Task requirements:
When the word "Barrios" appears in a line of the data below, list that line.

[Dataset content — start]

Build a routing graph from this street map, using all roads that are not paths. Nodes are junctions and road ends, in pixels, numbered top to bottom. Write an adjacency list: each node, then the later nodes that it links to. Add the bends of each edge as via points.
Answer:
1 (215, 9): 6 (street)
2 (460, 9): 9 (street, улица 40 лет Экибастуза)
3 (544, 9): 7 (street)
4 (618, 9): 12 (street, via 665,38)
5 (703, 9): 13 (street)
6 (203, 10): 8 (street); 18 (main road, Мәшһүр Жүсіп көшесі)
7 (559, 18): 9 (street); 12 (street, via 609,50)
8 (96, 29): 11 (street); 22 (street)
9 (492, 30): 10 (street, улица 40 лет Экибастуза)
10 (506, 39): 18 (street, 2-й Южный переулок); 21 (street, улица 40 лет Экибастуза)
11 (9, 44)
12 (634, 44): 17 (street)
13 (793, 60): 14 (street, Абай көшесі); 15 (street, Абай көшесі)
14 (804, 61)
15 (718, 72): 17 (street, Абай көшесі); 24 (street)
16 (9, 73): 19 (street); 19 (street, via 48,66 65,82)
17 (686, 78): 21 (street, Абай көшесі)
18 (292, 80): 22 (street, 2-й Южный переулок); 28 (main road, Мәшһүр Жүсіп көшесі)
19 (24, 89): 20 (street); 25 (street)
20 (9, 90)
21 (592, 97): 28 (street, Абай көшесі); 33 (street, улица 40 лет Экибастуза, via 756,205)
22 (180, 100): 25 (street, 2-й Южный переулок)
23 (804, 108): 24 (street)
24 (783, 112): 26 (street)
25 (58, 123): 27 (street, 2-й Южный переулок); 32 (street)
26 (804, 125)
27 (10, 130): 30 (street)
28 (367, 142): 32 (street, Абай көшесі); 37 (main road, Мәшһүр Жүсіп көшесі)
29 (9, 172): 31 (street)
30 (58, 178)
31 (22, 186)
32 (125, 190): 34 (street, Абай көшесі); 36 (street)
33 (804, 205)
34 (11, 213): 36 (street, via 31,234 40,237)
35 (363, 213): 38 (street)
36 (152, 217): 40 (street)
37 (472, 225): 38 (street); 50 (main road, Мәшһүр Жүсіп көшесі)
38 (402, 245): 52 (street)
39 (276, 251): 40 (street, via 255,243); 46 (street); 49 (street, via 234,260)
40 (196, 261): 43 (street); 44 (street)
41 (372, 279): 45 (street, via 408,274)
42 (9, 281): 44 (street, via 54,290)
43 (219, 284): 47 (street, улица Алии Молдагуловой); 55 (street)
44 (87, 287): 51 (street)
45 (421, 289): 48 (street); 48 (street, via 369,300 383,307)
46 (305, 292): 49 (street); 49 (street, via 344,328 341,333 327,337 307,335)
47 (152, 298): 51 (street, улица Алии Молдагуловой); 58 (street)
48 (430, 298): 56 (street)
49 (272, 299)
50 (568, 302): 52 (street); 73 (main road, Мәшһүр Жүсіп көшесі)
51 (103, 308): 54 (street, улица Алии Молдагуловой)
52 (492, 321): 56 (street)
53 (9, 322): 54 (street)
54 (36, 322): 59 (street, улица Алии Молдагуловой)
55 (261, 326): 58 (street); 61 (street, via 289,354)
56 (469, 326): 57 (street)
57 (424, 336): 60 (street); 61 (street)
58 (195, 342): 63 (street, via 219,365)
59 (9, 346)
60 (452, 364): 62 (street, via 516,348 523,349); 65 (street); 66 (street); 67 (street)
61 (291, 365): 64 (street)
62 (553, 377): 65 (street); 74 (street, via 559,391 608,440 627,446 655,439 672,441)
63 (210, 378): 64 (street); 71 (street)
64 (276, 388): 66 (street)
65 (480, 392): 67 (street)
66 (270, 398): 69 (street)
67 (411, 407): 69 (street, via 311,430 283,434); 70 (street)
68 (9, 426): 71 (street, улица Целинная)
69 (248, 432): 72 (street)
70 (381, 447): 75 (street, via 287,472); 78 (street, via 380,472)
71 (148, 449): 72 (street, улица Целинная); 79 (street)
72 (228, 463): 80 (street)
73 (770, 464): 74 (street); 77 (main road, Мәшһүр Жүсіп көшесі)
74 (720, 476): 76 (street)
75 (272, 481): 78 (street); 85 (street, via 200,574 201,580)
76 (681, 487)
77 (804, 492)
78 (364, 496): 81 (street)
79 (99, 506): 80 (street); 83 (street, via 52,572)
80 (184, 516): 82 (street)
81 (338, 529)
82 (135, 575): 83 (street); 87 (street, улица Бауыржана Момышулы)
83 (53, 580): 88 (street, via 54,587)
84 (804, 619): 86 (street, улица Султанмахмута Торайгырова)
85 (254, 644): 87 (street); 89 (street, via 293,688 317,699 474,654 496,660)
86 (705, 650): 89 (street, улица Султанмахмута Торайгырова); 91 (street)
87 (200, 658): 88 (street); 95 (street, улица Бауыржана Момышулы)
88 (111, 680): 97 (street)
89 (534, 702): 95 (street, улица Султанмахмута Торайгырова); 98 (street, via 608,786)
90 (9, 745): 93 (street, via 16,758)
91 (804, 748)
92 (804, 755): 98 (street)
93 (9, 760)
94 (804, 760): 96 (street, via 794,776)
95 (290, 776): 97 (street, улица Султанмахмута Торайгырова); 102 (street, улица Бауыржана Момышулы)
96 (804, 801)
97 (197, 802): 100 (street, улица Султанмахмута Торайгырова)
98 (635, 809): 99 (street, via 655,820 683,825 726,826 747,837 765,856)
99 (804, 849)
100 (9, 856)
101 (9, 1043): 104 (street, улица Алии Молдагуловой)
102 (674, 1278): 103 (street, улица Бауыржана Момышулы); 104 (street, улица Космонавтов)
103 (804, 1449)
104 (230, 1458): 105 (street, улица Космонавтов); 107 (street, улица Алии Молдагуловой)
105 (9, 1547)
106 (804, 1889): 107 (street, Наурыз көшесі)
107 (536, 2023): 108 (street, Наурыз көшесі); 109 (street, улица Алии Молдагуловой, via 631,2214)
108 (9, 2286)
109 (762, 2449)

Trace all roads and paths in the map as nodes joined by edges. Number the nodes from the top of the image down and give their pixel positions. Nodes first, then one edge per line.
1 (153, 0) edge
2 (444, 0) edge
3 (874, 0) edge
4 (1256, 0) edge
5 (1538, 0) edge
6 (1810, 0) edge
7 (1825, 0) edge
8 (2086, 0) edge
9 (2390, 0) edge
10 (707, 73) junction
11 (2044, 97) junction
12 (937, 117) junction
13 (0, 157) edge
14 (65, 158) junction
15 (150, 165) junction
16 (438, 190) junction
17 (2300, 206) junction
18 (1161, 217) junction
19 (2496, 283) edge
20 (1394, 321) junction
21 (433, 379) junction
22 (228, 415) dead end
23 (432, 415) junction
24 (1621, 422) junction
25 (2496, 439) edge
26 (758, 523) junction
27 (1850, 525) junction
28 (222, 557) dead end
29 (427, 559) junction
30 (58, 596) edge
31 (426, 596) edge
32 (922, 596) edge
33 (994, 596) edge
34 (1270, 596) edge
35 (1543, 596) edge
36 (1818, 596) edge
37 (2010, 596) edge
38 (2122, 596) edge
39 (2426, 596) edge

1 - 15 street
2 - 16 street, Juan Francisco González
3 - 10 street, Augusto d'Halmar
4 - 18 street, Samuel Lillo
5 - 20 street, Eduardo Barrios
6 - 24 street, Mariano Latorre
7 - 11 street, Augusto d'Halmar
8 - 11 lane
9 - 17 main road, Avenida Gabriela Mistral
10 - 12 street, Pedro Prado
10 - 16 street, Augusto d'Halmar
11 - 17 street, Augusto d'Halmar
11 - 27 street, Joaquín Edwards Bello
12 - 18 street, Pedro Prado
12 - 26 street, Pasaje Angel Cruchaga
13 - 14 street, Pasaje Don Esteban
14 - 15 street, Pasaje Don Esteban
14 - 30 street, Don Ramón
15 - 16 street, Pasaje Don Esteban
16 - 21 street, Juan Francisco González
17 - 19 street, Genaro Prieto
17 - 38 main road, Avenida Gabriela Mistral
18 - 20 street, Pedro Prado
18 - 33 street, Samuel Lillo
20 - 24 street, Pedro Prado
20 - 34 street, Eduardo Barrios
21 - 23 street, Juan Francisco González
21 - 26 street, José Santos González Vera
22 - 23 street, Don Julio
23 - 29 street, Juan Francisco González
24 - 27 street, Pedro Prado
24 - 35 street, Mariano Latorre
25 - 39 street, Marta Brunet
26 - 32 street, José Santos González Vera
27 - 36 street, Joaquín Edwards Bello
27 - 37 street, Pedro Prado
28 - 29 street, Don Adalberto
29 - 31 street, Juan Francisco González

[Dataset content — finish]

Solution for this problem:
5 - 20 street, Eduardo Barrios
20 - 34 street, Eduardo Barrios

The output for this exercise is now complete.